June 30, 2023
Arafura Swamp Ranger and Indigenous Carbon Industry Network (ICIN) Director Neville Gulaygulay recently hosted ICIN CEO Anna Boustead and Science Advisor Sherie Bruce on his country near Ramingining in Arnhem Land.
Gurruwiling, also known as the Arafura Swamp, is the most expansive freshwater ecosystem in Arnhem Land and the largest paperbark swamp found in Australia.
Neville described the physical damage caused to the sensitive soil of wetlands by buffalo, which are a feral ungulate species now widespread across Arnhem Land. “We can see damages from buffalo around here, and some out further there, there are big erosions”, he said.
Heavy hooves compact the soil and disrupt natural drainage patterns by creating ‘swim channels’ that enhance saltwater intrusion. The animals create wallows, a depression in the ground, by pawing the dirt and breaking the grass, so they can roll in dust and mud. Their overgrazing leads to soil erosion, impacted root systems and a loss of native plant species. Buffalo also excrete waste containing excess nutrients that further deteriorate the health of the wetland soil.
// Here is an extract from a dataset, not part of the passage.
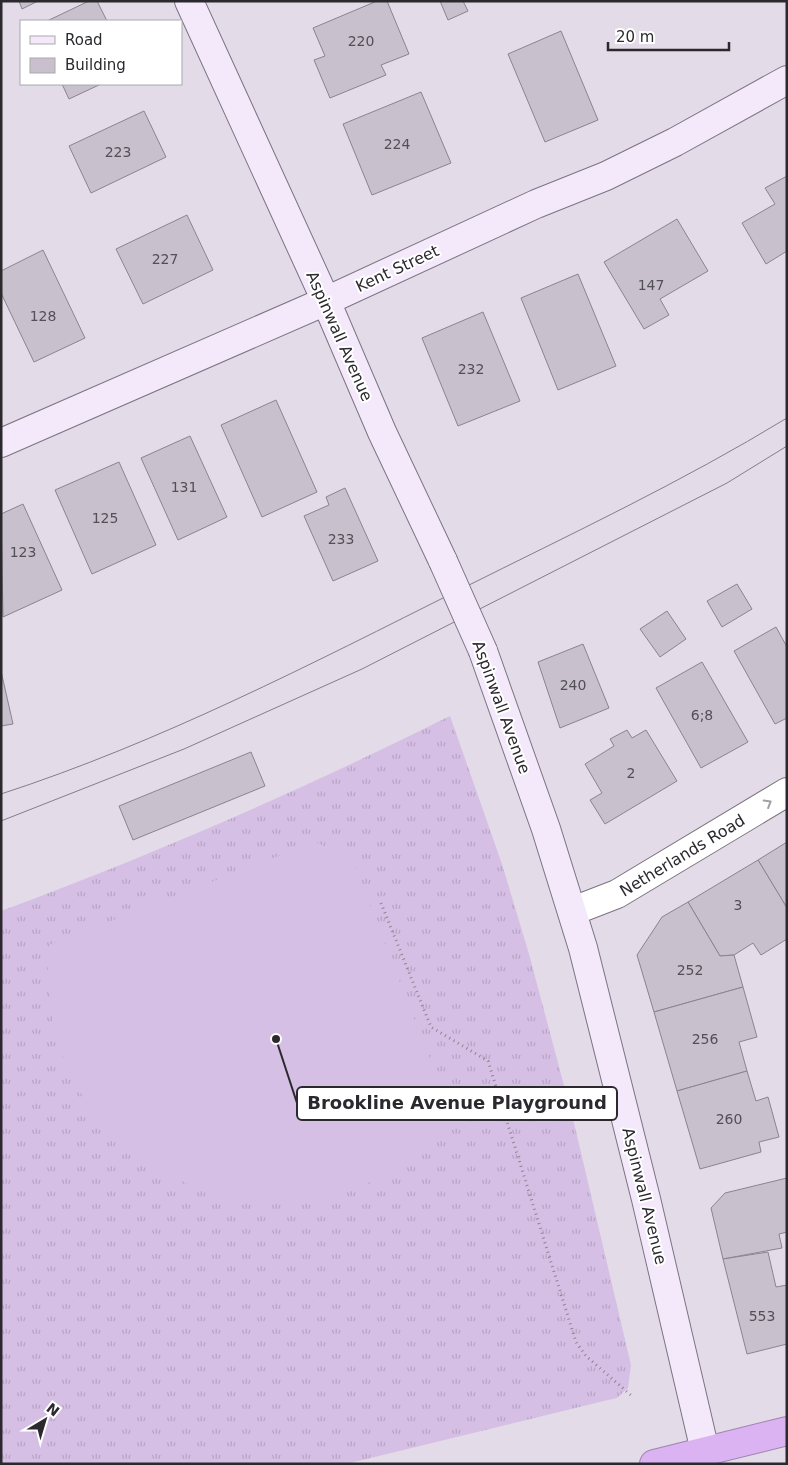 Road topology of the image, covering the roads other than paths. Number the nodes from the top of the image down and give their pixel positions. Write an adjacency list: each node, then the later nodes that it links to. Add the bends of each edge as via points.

ICIN are working to support their member organisations to manage feral ungulate species on their country alongside NAILSMA, the University of Queensland and Charles Darwin University. This project is funded by the National Environmental Science Program with the aim to develop carbon research methods that value the management of feral ungulate species, particularly in coastal and freshwater wetland areas.
There is also a new Integrated Land Management method in development through the Australian Government that may further support this work.